Precise data extraction with Apache Nutch By Emir Dizdarevic.
From the post:
Nutch’s HtmlParser parses the whole page and returns parsed text, outlinks and additional meta data. Some parts of this are really useful like the outlinks but that’s basically it. The problem is that the parsed text is too general for the purpose of precise data extraction. Fortunately the HtmlParser provides us a mechanism (extension point) to attach an HtmlParserFilter to it.
We developed a plugin, which consists of HtmlParserFilter and IndexingFilter extensions, which provides a mechanism to fetch and index the desired data from a web page trough use of XPath 1.0. The name of the plugin is filter-xpath plugin.
Using this plugin we are now able to extract the desired data from web site with known structure. Unfortunately the plugin is an extension of the HtmlParserFilter extension point which is hardly coupled to the HtmlParser, hence plugin won’t work without the HtmlParser. The HtmlParser generates its own metadata (host, site, url, content, title, cache and tstamp) which will be indexed too. One way to control this is by not including IndexFilter plugins which depend on the metadata data to generate the indexing data (NutchDocument). The other way is to change the SOLR index mappings in the solrindex-mapping.xml file (maps NutchDocument fields to SolrInputDocument field).
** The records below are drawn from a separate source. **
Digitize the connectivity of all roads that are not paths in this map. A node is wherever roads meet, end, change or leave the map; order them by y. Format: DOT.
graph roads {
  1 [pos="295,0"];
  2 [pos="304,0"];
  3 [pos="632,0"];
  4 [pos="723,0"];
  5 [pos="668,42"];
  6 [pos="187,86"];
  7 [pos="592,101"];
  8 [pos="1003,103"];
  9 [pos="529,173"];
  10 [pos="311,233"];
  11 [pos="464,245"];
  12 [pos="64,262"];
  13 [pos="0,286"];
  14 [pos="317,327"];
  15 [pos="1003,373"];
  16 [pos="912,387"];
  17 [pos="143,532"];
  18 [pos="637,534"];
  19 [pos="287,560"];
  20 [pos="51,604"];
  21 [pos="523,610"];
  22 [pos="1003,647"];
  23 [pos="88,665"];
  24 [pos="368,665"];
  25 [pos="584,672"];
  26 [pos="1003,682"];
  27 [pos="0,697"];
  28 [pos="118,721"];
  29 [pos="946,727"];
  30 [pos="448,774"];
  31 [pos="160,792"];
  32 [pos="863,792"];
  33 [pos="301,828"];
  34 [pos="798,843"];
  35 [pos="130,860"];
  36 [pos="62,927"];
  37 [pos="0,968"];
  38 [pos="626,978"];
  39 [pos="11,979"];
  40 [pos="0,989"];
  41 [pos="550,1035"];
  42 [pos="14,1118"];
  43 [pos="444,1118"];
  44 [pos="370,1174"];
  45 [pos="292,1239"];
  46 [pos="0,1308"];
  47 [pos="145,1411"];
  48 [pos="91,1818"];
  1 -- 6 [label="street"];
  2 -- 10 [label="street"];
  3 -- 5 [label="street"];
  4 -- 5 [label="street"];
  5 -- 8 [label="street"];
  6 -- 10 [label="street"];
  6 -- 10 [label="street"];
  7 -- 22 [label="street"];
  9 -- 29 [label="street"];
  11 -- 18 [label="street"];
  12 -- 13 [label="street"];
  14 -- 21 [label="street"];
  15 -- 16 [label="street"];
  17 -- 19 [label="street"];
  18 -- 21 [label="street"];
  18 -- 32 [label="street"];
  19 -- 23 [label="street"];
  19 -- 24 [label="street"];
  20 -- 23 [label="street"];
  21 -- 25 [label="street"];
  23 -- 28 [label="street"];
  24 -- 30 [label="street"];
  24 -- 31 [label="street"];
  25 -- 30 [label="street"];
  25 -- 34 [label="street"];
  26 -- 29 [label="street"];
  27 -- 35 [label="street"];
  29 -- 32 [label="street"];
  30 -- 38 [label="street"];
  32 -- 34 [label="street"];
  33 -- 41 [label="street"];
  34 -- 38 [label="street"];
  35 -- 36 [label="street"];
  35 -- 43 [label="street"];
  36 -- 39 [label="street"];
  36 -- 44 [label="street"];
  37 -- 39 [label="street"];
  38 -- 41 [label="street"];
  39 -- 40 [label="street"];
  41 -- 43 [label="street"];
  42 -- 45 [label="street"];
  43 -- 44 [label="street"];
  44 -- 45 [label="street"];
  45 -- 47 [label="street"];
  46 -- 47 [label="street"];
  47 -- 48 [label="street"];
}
That way we will index only the fields we want.
The next problem arises when it comes to indexing. We want that Nutch fetches every page on the site but we don’t want to index them all. If we use the UrlRegexFilter to control this we will loose the indirect links which we also want to index and add to our URL DB. To address this problem we developed another plugin which is a extension of the IndexingFilter extension point which is called index-omit plugin. Using this plugin we are able to omit indexing on the pages we don’t need.
Great post on precision and data extraction.
And a lesson that indexing more isn’t the same thing as indexing smarter.